Due Diligence After BHS - Time to review when and how businesses conduct due diligence
The ongoing Parliamentary investigation into the failed retailer BHS has thrown the spotlight onto the often misunderstood process of due diligence. It’s something which is relevant to most corporate transactions, including the sale and purchase of a business, a joint venture or a high value commercial contract. The phrase “due diligence” is bandied about by clients and advisers. While it is generally understood to mean a comprehensive investigation into and report on a company, the detail of any due diligence exercise is worth careful consideration at the outset of a deal.
Traditionally, due diligence will be divided into a number of different workstreams and each will be led by a set of advisers. At Ortolan Legal, we often conduct legal due diligence on a business on behalf of our clients. Depending on the circumstances and the nature of the transaction, this may include reviewing the corporate structure of a business, its capacity to enter into the proposed transaction, key contracts and property matters, title to (i.e. ownership of) significant assets including intellectual property, employee and pension issues and the regulatory regime which affects the business. We will also be interested in any litigation, whether active or threatened.
Other advisers - and often the client themselves - will do due diligence on the commercial drivers of the business, its strategy, the competitive environment and key stakeholders. Financial due diligence will focus on the accounts and whether they offer a true and fair view of the financial information set out in them. Areas such as cashflow and working capital will often undergo particular scrutiny.

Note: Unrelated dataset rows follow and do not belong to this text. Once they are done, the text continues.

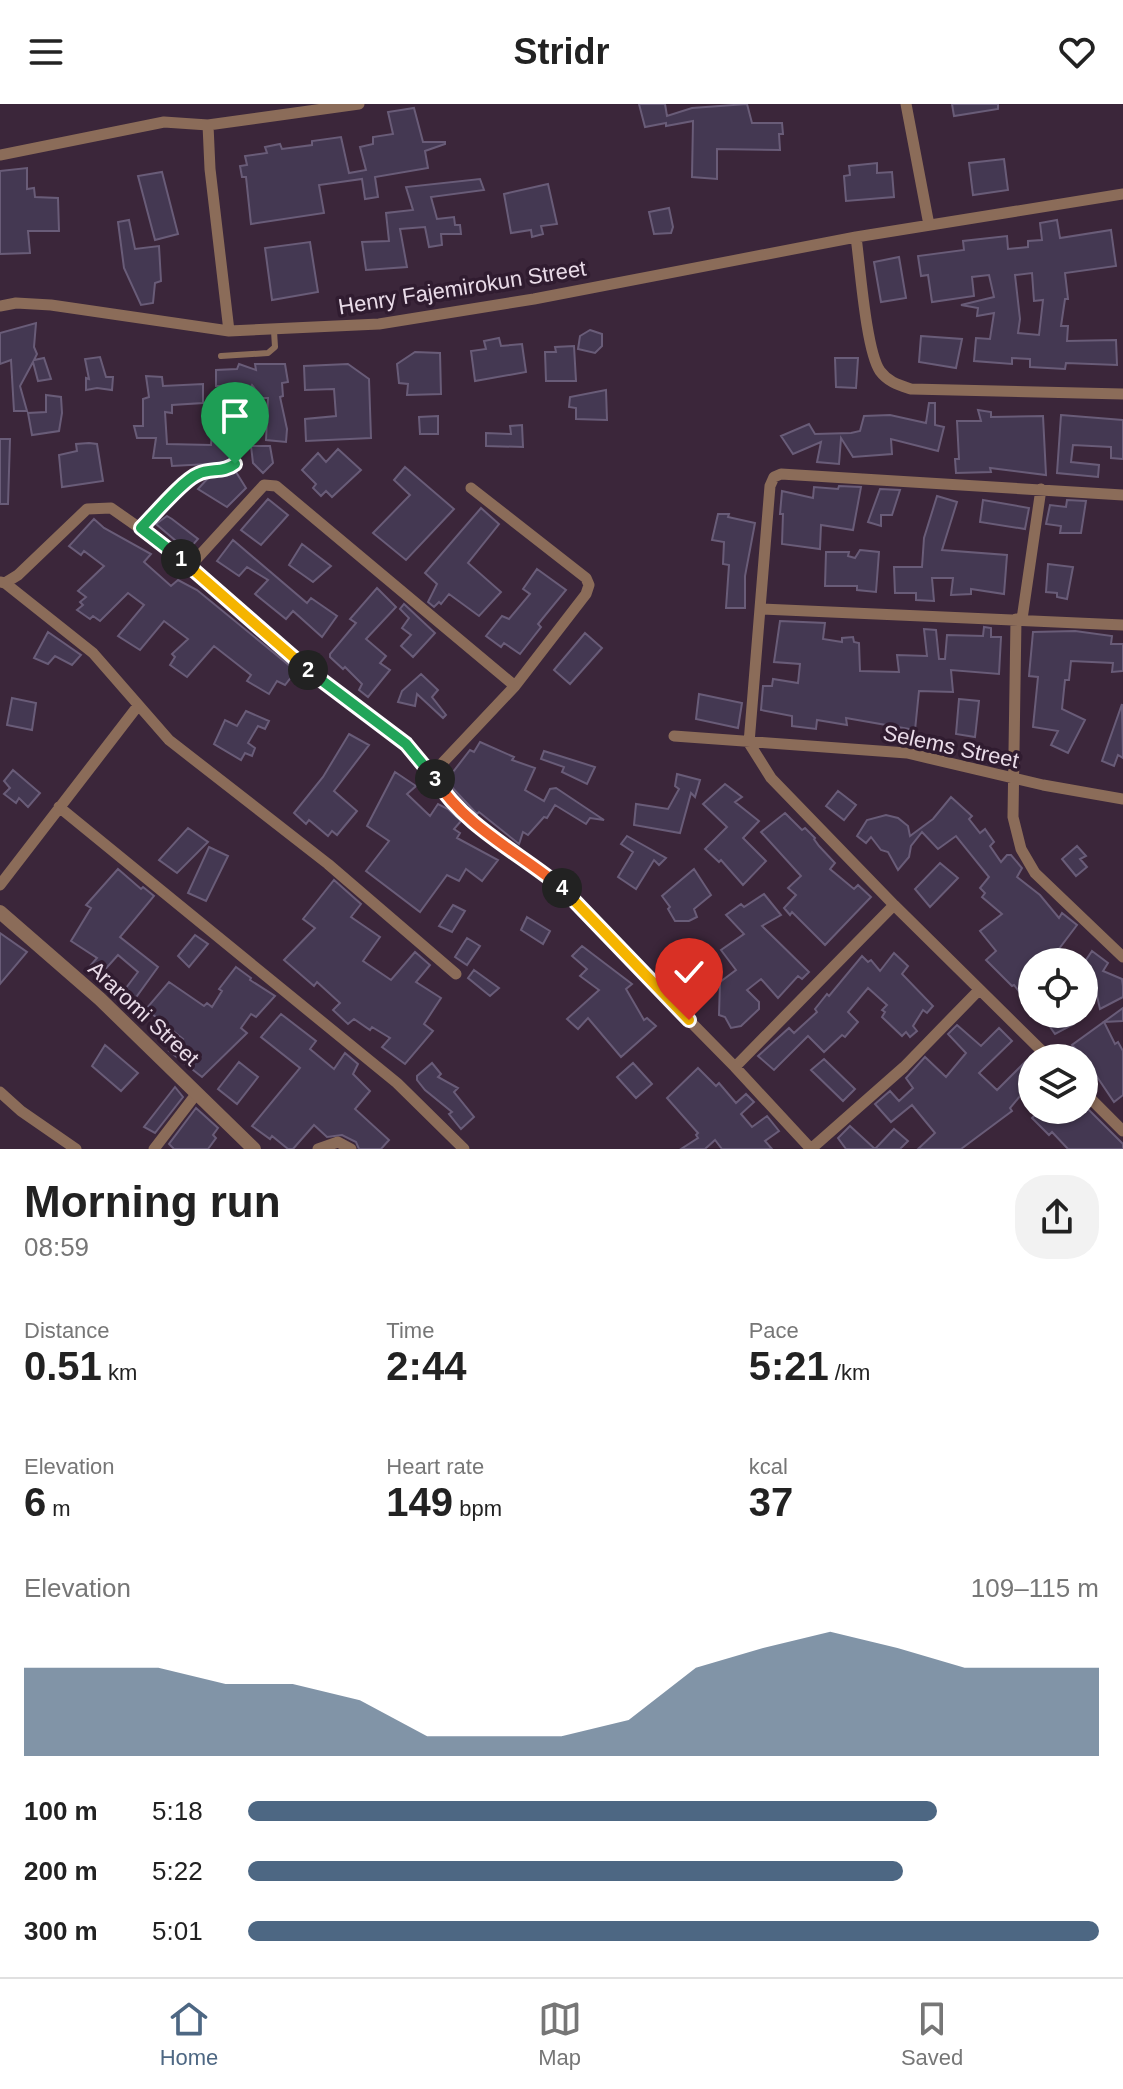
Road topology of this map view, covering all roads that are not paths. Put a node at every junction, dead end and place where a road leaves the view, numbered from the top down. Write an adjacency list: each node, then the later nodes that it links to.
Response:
1 (359, 104): 3 (street)
2 (906, 104): 7 (street)
3 (310, 108): 4 (street)
4 (208, 125): 5 (street); 10 (street)
5 (0, 155)
6 (1123, 194): 7 (street, Henry Fajemirokun Street)
7 (929, 225): 8 (street, Henry Fajemirokun Street)
8 (856, 237): 11 (street, Henry Fajemirokun Street); 13 (street)
9 (0, 306): 10 (street, Henry Fajemirokun Street)
10 (229, 331): 11 (street, Henry Fajemirokun Street)
11 (274, 331): 12 (lane)
12 (221, 356)
13 (1123, 394)
14 (256, 412): 18 (lane)
15 (471, 488): 24 (street)
16 (1041, 489): 17 (street); 21 (street); 22 (street)
17 (1123, 495)
18 (141, 528): 19 (street); 20 (street)
19 (190, 566): 24 (street); 28 (street)
20 (3, 582): 25 (street)
21 (761, 609): 22 (street); 27 (street)
22 (1019, 619): 23 (street); 29 (street)
23 (1123, 625)
24 (515, 686): 28 (street)
25 (137, 707): 31 (street); 36 (street)
26 (674, 736): 27 (street, Selems Street)
27 (749, 743): 29 (street, Selems Street); 33 (street)
28 (432, 774): 39 (street)
29 (1013, 778): 30 (street, Selems Street); 35 (street)
30 (1123, 799)
31 (59, 807): 32 (street); 49 (street)
32 (0, 885)
33 (894, 905): 37 (street); 39 (street)
34 (0, 912): 41 (street, Araromi Street)
35 (1123, 957)
36 (456, 974)
37 (979, 990): 38 (street); 39 (street)
38 (1035, 1044)
39 (735, 1067)
40 (0, 1092): 44 (street)
41 (197, 1093): 45 (street); 46 (street, Araromi Street)
42 (1098, 1106): 43 (street)
43 (1123, 1131)
44 (76, 1149)
45 (154, 1149)
46 (254, 1149)
47 (318, 1149): 48 (street)
48 (351, 1149)
49 (464, 1149)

Clearly there will be overlap in these workstreams and it is critical that any due diligence exercise is not only properly planned, but also led and coordinated by one adviser. On larger transactions this may be an investment bank or financial adviser. On smaller transactions it could be a senior member of the client’s management team or in-house counsel. The important thing is that one person is clearly identified and the exercise should be run by them like any other project. If the leader is not a member of the client’s management team then someone of similar status should be nominated by the client as their lead person for the exercise.
Today we need to ensure that more lateral thinking goes into due diligence. Not only into the type of due diligence to be conducted, but also when some form of due diligence should be undertaken. For example, manufacturers know that their liability for failures in their supply chain can be financially devastating. So before entering into a contract with a supplier they need to conduct due diligence to satisfy themselves about the supplier’s ability to deliver the required quantity and quality of goods. But since the introduction of the Modern Slavery Act in October last year, larger businesses also need to satisfy themselves that modern slavery – which includes slavery, servitude, forced or compulsory labour and human trafficking – is not taking place in their supply chain. This applies to any business which supplies goods or services, has a global turnover of £36 million or more, and carries on business in the UK. It should form an essential part of any supply contract due diligence today.
Another relatively recent piece of legislation, The Bribery Act 2010, has created criminal offences which are now being successfully prosecuted. In February this year Sweet Group Plc pleaded guilty to a charge of failing to prevent an act of bribery and were fined £1.4 million as well as receiving a confiscation order and a costs order which brought the total they had to pay to £2.25 million. Due diligence to ensure that a company has no exposure to liability under the Bribery Act is a real and live issue for UK businesses today.
And what can we learn from the BHS farrago? Traditionally, the seller’s due diligence on the buyer of a business has tended to focus more on their ability to pay and to properly enter into the transaction. In the case of BHS, the reputations of a number of individuals and their advisers are at risk of being tarnished because Parliament’s select committee has suggested they should have enquired more fully into the background of the purchasing entity, Retail Acquisitions Ltd, and its directors and ultimate shareholders. Whether this should have formed part of their due diligence in the context of the powers of the Pension Regulator in relation to “moral hazard” is a separate issue. This isn’t going to fundamentally change the nature of due diligence exercises, but it should highlight a factor for businesses and their advisers to consider when planning any due diligence. That is the reputational question. Perhaps we should all be asking ourselves what might be the reputational impact if we discount an element of due diligence which otherwise seems unnecessary and then reconsider it in that context.